Data for processing:
···

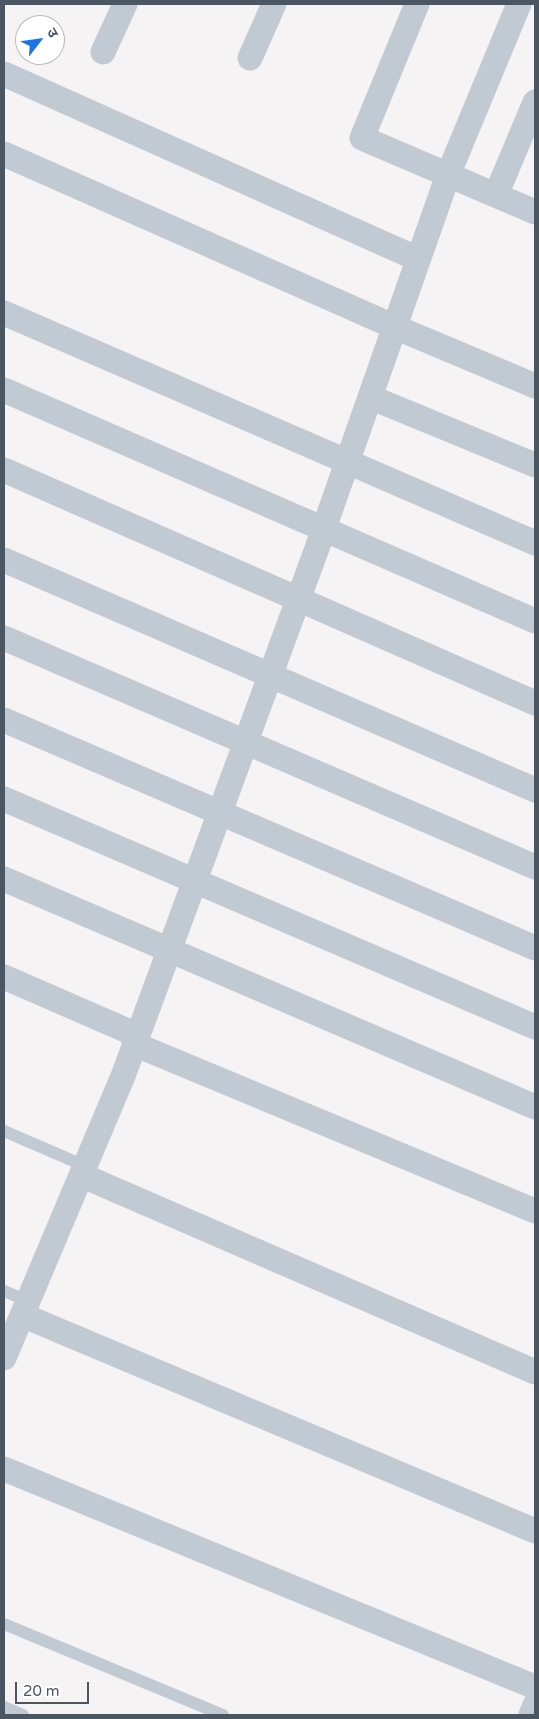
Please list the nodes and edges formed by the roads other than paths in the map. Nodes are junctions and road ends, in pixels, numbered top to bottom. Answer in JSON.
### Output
{"nodes":[{"id":1,"x":126,"y":4,"type":"edge"},
{"id":2,"x":274,"y":4,"type":"edge"},
{"id":3,"x":417,"y":4,"type":"edge"},
{"id":4,"x":519,"y":4,"type":"edge"},
{"id":5,"x":103,"y":52,"type":"dead end"},
{"id":6,"x":250,"y":58,"type":"dead end"},
{"id":7,"x":4,"y":74,"type":"edge"},
{"id":8,"x":535,"y":102,"type":"edge"},
{"id":9,"x":4,"y":154,"type":"edge"},
{"id":10,"x":448,"y":174,"type":"junction"},
{"id":11,"x":496,"y":195,"type":"junction"},
{"id":12,"x":535,"y":212,"type":"edge"},
{"id":13,"x":418,"y":260,"type":"junction"},
{"id":14,"x":4,"y":313,"type":"edge"},
{"id":15,"x":395,"y":327,"type":"junction"},
{"id":16,"x":535,"y":386,"type":"edge"},
{"id":17,"x":4,"y":390,"type":"edge"},
{"id":18,"x":370,"y":398,"type":"junction"},
{"id":19,"x":347,"y":461,"type":"junction"},
{"id":20,"x":535,"y":465,"type":"edge"},
{"id":21,"x":4,"y":470,"type":"edge"},
{"id":22,"x":323,"y":531,"type":"junction"},
{"id":23,"x":535,"y":542,"type":"edge"},
{"id":24,"x":4,"y":560,"type":"edge"},
{"id":25,"x":298,"y":600,"type":"junction"},
{"id":26,"x":535,"y":621,"type":"edge"},
{"id":27,"x":4,"y":638,"type":"edge"},
{"id":28,"x":270,"y":674,"type":"junction"},
{"id":29,"x":535,"y":703,"type":"edge"},
{"id":30,"x":4,"y":720,"type":"edge"},
{"id":31,"x":246,"y":742,"type":"junction"},
{"id":32,"x":535,"y":790,"type":"edge"},
{"id":33,"x":4,"y":799,"type":"edge"},
{"id":34,"x":219,"y":814,"type":"junction"},
{"id":35,"x":535,"y":868,"type":"edge"},
{"id":36,"x":4,"y":879,"type":"edge"},
{"id":37,"x":194,"y":882,"type":"junction"},
{"id":38,"x":535,"y":948,"type":"edge"},
{"id":39,"x":168,"y":951,"type":"junction"},
{"id":40,"x":4,"y":977,"type":"edge"},
{"id":41,"x":535,"y":1027,"type":"edge"},
{"id":42,"x":136,"y":1039,"type":"junction"},
{"id":43,"x":535,"y":1107,"type":"edge"},
{"id":44,"x":4,"y":1131,"type":"edge"},
{"id":45,"x":83,"y":1170,"type":"junction"},
{"id":46,"x":535,"y":1211,"type":"edge"},
{"id":47,"x":4,"y":1291,"type":"edge"},
{"id":48,"x":25,"y":1308,"type":"junction"},
{"id":49,"x":4,"y":1358,"type":"edge"},
{"id":50,"x":535,"y":1372,"type":"edge"},
{"id":51,"x":4,"y":1469,"type":"edge"},
{"id":52,"x":535,"y":1530,"type":"edge"},
{"id":53,"x":4,"y":1624,"type":"edge"},
{"id":54,"x":535,"y":1687,"type":"edge"},
{"id":55,"x":535,"y":1706,"type":"edge"},
{"id":56,"x":4,"y":1707,"type":"edge"},
{"id":57,"x":23,"y":1715,"type":"edge"},
{"id":58,"x":223,"y":1715,"type":"edge"},
{"id":59,"x":531,"y":1715,"type":"edge"}],
"edges":[{"from":1,"to":5,"type":"street"},
{"from":2,"to":6,"type":"street"},
{"from":3,"to":10,"type":"street"},
{"from":4,"to":10,"type":"street"},
{"from":7,"to":13,"type":"street"},
{"from":8,"to":11,"type":"street"},
{"from":9,"to":15,"type":"street"},
{"from":10,"to":11,"type":"street"},
{"from":10,"to":13,"type":"street"},
{"from":11,"to":12,"type":"street"},
{"from":13,"to":15,"type":"street"},
{"from":14,"to":19,"type":"street"},
{"from":15,"to":16,"type":"street"},
{"from":15,"to":18,"type":"street"},
{"from":17,"to":22,"type":"street"},
{"from":18,"to":19,"type":"street"},
{"from":18,"to":20,"type":"street"},
{"from":19,"to":22,"type":"street"},
{"from":19,"to":23,"type":"street"},
{"from":21,"to":25,"type":"street"},
{"from":22,"to":25,"type":"street"},
{"from":22,"to":26,"type":"street"},
{"from":24,"to":28,"type":"street"},
{"from":25,"to":28,"type":"street"},
{"from":25,"to":29,"type":"street"},
{"from":27,"to":31,"type":"street"},
{"from":28,"to":31,"type":"street"},
{"from":28,"to":32,"type":"street"},
{"from":30,"to":34,"type":"street"},
{"from":31,"to":34,"type":"street"},
{"from":31,"to":35,"type":"street"},
{"from":33,"to":37,"type":"street"},
{"from":34,"to":37,"type":"street"},
{"from":34,"to":38,"type":"street"},
{"from":36,"to":39,"type":"street"},
{"from":37,"to":39,"type":"street"},
{"from":37,"to":41,"type":"street"},
{"from":39,"to":42,"type":"street"},
{"from":39,"to":43,"type":"street"},
{"from":40,"to":42,"type":"street"},
{"from":42,"to":45,"type":"street"},
{"from":42,"to":46,"type":"street"},
{"from":44,"to":45,"type":"lane"},
{"from":45,"to":48,"type":"street"},
{"from":45,"to":50,"type":"street"},
{"from":47,"to":48,"type":"lane"},
{"from":48,"to":49,"type":"street"},
{"from":48,"to":52,"type":"street"},
{"from":51,"to":54,"type":"street"},
{"from":53,"to":58,"type":"lane"},
{"from":55,"to":59,"type":"street"},
{"from":56,"to":57,"type":"lane"}]}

···

Check each line in the records above for the word "lane". Return those that have it.

{"from":44,"to":45,"type":"lane"},
{"from":47,"to":48,"type":"lane"},
{"from":53,"to":58,"type":"lane"},
{"from":56,"to":57,"type":"lane"}]}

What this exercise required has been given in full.